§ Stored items
[Start of Attachment]

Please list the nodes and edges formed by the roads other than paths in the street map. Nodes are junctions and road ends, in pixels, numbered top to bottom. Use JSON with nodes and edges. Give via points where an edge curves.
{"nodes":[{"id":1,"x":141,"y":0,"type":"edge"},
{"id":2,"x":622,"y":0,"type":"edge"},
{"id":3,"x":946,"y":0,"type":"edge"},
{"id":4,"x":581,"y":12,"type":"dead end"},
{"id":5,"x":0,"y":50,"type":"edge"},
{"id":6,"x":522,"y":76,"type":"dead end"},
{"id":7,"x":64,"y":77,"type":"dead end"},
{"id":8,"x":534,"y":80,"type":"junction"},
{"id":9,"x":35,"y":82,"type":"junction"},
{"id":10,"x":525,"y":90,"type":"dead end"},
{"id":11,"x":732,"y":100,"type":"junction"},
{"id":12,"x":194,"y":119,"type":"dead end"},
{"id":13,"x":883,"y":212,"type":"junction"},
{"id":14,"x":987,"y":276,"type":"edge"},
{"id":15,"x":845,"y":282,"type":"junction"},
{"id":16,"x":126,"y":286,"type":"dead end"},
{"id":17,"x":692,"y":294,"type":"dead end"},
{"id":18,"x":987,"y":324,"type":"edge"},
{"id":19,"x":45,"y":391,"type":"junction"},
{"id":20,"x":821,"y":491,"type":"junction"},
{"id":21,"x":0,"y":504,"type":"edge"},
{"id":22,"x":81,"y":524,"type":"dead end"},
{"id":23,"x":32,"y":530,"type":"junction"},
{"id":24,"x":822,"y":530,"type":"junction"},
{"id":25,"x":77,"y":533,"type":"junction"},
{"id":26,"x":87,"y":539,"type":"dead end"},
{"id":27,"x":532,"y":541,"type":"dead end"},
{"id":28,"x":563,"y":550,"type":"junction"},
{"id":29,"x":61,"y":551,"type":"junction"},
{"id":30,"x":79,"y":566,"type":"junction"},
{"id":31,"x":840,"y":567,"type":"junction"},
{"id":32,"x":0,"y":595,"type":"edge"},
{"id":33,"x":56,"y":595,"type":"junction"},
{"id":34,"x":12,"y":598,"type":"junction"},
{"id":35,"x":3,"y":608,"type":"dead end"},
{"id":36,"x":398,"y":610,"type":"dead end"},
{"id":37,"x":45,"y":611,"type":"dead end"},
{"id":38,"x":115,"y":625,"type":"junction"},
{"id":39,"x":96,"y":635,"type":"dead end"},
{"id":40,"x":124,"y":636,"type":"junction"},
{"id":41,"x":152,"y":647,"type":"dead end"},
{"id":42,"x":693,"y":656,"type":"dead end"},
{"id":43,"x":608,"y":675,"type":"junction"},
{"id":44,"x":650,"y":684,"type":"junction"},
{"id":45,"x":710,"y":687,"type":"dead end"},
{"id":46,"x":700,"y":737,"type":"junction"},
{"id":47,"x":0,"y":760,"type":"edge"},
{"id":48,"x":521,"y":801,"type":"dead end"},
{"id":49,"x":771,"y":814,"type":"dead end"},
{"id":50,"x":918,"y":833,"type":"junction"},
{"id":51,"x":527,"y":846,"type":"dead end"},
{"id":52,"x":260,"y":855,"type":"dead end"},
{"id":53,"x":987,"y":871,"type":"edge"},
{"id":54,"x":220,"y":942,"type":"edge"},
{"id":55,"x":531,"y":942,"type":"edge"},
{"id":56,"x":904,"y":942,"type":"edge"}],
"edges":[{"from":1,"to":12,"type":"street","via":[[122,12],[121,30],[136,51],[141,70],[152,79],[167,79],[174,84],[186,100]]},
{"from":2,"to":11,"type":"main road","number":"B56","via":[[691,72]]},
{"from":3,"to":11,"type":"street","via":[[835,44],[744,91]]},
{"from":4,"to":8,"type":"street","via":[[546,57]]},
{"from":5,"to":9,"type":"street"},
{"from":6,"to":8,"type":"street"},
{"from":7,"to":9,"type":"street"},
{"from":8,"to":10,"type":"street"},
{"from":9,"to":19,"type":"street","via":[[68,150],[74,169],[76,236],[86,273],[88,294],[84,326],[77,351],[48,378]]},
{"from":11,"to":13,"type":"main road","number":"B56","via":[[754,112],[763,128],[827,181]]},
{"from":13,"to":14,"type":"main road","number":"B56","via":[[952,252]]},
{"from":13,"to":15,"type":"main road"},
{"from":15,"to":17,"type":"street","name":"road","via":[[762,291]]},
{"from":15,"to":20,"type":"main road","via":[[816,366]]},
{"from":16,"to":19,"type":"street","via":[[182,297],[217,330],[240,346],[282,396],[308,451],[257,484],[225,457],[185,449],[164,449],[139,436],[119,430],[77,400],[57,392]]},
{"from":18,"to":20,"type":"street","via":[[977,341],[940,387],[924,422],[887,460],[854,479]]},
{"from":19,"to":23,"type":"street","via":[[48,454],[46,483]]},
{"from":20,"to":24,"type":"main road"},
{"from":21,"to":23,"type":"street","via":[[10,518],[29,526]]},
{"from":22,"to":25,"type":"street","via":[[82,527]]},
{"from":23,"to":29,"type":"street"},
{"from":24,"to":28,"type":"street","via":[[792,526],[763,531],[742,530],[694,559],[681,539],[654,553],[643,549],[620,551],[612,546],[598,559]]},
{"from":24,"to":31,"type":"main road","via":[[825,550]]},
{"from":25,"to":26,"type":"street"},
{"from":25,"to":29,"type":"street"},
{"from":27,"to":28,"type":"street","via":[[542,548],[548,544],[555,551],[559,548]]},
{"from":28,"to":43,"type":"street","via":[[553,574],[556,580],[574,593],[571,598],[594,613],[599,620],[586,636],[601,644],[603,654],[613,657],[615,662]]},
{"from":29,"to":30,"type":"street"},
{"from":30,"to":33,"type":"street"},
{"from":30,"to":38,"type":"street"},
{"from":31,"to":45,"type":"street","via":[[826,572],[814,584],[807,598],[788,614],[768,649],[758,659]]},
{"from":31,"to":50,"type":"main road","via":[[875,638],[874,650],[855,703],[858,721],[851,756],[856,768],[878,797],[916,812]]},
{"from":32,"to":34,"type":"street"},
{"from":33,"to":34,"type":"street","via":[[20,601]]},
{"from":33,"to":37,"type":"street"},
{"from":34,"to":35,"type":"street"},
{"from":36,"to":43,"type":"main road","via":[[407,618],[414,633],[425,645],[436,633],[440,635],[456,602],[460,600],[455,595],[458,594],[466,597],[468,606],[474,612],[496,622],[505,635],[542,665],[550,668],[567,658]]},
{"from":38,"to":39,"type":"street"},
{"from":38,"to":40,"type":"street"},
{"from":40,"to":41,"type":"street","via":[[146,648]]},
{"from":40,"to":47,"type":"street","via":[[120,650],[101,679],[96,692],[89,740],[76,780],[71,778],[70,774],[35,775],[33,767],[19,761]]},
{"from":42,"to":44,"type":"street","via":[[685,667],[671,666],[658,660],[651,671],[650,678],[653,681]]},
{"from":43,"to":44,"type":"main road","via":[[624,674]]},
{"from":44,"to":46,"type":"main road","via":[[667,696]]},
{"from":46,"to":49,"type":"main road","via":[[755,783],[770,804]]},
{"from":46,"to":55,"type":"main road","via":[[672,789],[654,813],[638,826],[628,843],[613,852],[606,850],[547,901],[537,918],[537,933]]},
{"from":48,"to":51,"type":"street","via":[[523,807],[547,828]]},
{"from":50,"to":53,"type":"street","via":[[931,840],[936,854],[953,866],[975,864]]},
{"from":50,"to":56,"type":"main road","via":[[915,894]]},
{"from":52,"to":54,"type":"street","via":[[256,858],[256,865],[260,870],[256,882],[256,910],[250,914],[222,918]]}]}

[End of Attachment]

§ Your goal
In full and without change, transcribe the entries.

§ Answer box
Please list the nodes and edges formed by the roads other than paths in the street map. Nodes are junctions and road ends, in pixels, numbered top to bottom. Use JSON with nodes and edges. Give via points where an edge curves.
{"nodes":[{"id":1,"x":141,"y":0,"type":"edge"},
{"id":2,"x":622,"y":0,"type":"edge"},
{"id":3,"x":946,"y":0,"type":"edge"},
{"id":4,"x":581,"y":12,"type":"dead end"},
{"id":5,"x":0,"y":50,"type":"edge"},
{"id":6,"x":522,"y":76,"type":"dead end"},
{"id":7,"x":64,"y":77,"type":"dead end"},
{"id":8,"x":534,"y":80,"type":"junction"},
{"id":9,"x":35,"y":82,"type":"junction"},
{"id":10,"x":525,"y":90,"type":"dead end"},
{"id":11,"x":732,"y":100,"type":"junction"},
{"id":12,"x":194,"y":119,"type":"dead end"},
{"id":13,"x":883,"y":212,"type":"junction"},
{"id":14,"x":987,"y":276,"type":"edge"},
{"id":15,"x":845,"y":282,"type":"junction"},
{"id":16,"x":126,"y":286,"type":"dead end"},
{"id":17,"x":692,"y":294,"type":"dead end"},
{"id":18,"x":987,"y":324,"type":"edge"},
{"id":19,"x":45,"y":391,"type":"junction"},
{"id":20,"x":821,"y":491,"type":"junction"},
{"id":21,"x":0,"y":504,"type":"edge"},
{"id":22,"x":81,"y":524,"type":"dead end"},
{"id":23,"x":32,"y":530,"type":"junction"},
{"id":24,"x":822,"y":530,"type":"junction"},
{"id":25,"x":77,"y":533,"type":"junction"},
{"id":26,"x":87,"y":539,"type":"dead end"},
{"id":27,"x":532,"y":541,"type":"dead end"},
{"id":28,"x":563,"y":550,"type":"junction"},
{"id":29,"x":61,"y":551,"type":"junction"},
{"id":30,"x":79,"y":566,"type":"junction"},
{"id":31,"x":840,"y":567,"type":"junction"},
{"id":32,"x":0,"y":595,"type":"edge"},
{"id":33,"x":56,"y":595,"type":"junction"},
{"id":34,"x":12,"y":598,"type":"junction"},
{"id":35,"x":3,"y":608,"type":"dead end"},
{"id":36,"x":398,"y":610,"type":"dead end"},
{"id":37,"x":45,"y":611,"type":"dead end"},
{"id":38,"x":115,"y":625,"type":"junction"},
{"id":39,"x":96,"y":635,"type":"dead end"},
{"id":40,"x":124,"y":636,"type":"junction"},
{"id":41,"x":152,"y":647,"type":"dead end"},
{"id":42,"x":693,"y":656,"type":"dead end"},
{"id":43,"x":608,"y":675,"type":"junction"},
{"id":44,"x":650,"y":684,"type":"junction"},
{"id":45,"x":710,"y":687,"type":"dead end"},
{"id":46,"x":700,"y":737,"type":"junction"},
{"id":47,"x":0,"y":760,"type":"edge"},
{"id":48,"x":521,"y":801,"type":"dead end"},
{"id":49,"x":771,"y":814,"type":"dead end"},
{"id":50,"x":918,"y":833,"type":"junction"},
{"id":51,"x":527,"y":846,"type":"dead end"},
{"id":52,"x":260,"y":855,"type":"dead end"},
{"id":53,"x":987,"y":871,"type":"edge"},
{"id":54,"x":220,"y":942,"type":"edge"},
{"id":55,"x":531,"y":942,"type":"edge"},
{"id":56,"x":904,"y":942,"type":"edge"}],
"edges":[{"from":1,"to":12,"type":"street","via":[[122,12],[121,30],[136,51],[141,70],[152,79],[167,79],[174,84],[186,100]]},
{"from":2,"to":11,"type":"main road","number":"B56","via":[[691,72]]},
{"from":3,"to":11,"type":"street","via":[[835,44],[744,91]]},
{"from":4,"to":8,"type":"street","via":[[546,57]]},
{"from":5,"to":9,"type":"street"},
{"from":6,"to":8,"type":"street"},
{"from":7,"to":9,"type":"street"},
{"from":8,"to":10,"type":"street"},
{"from":9,"to":19,"type":"street","via":[[68,150],[74,169],[76,236],[86,273],[88,294],[84,326],[77,351],[48,378]]},
{"from":11,"to":13,"type":"main road","number":"B56","via":[[754,112],[763,128],[827,181]]},
{"from":13,"to":14,"type":"main road","number":"B56","via":[[952,252]]},
{"from":13,"to":15,"type":"main road"},
{"from":15,"to":17,"type":"street","name":"road","via":[[762,291]]},
{"from":15,"to":20,"type":"main road","via":[[816,366]]},
{"from":16,"to":19,"type":"street","via":[[182,297],[217,330],[240,346],[282,396],[308,451],[257,484],[225,457],[185,449],[164,449],[139,436],[119,430],[77,400],[57,392]]},
{"from":18,"to":20,"type":"street","via":[[977,341],[940,387],[924,422],[887,460],[854,479]]},
{"from":19,"to":23,"type":"street","via":[[48,454],[46,483]]},
{"from":20,"to":24,"type":"main road"},
{"from":21,"to":23,"type":"street","via":[[10,518],[29,526]]},
{"from":22,"to":25,"type":"street","via":[[82,527]]},
{"from":23,"to":29,"type":"street"},
{"from":24,"to":28,"type":"street","via":[[792,526],[763,531],[742,530],[694,559],[681,539],[654,553],[643,549],[620,551],[612,546],[598,559]]},
{"from":24,"to":31,"type":"main road","via":[[825,550]]},
{"from":25,"to":26,"type":"street"},
{"from":25,"to":29,"type":"street"},
{"from":27,"to":28,"type":"street","via":[[542,548],[548,544],[555,551],[559,548]]},
{"from":28,"to":43,"type":"street","via":[[553,574],[556,580],[574,593],[571,598],[594,613],[599,620],[586,636],[601,644],[603,654],[613,657],[615,662]]},
{"from":29,"to":30,"type":"street"},
{"from":30,"to":33,"type":"street"},
{"from":30,"to":38,"type":"street"},
{"from":31,"to":45,"type":"street","via":[[826,572],[814,584],[807,598],[788,614],[768,649],[758,659]]},
{"from":31,"to":50,"type":"main road","via":[[875,638],[874,650],[855,703],[858,721],[851,756],[856,768],[878,797],[916,812]]},
{"from":32,"to":34,"type":"street"},
{"from":33,"to":34,"type":"street","via":[[20,601]]},
{"from":33,"to":37,"type":"street"},
{"from":34,"to":35,"type":"street"},
{"from":36,"to":43,"type":"main road","via":[[407,618],[414,633],[425,645],[436,633],[440,635],[456,602],[460,600],[455,595],[458,594],[466,597],[468,606],[474,612],[496,622],[505,635],[542,665],[550,668],[567,658]]},
{"from":38,"to":39,"type":"street"},
{"from":38,"to":40,"type":"street"},
{"from":40,"to":41,"type":"street","via":[[146,648]]},
{"from":40,"to":47,"type":"street","via":[[120,650],[101,679],[96,692],[89,740],[76,780],[71,778],[70,774],[35,775],[33,767],[19,761]]},
{"from":42,"to":44,"type":"street","via":[[685,667],[671,666],[658,660],[651,671],[650,678],[653,681]]},
{"from":43,"to":44,"type":"main road","via":[[624,674]]},
{"from":44,"to":46,"type":"main road","via":[[667,696]]},
{"from":46,"to":49,"type":"main road","via":[[755,783],[770,804]]},
{"from":46,"to":55,"type":"main road","via":[[672,789],[654,813],[638,826],[628,843],[613,852],[606,850],[547,901],[537,918],[537,933]]},
{"from":48,"to":51,"type":"street","via":[[523,807],[547,828]]},
{"from":50,"to":53,"type":"street","via":[[931,840],[936,854],[953,866],[975,864]]},
{"from":50,"to":56,"type":"main road","via":[[915,894]]},
{"from":52,"to":54,"type":"street","via":[[256,858],[256,865],[260,870],[256,882],[256,910],[250,914],[222,918]]}]}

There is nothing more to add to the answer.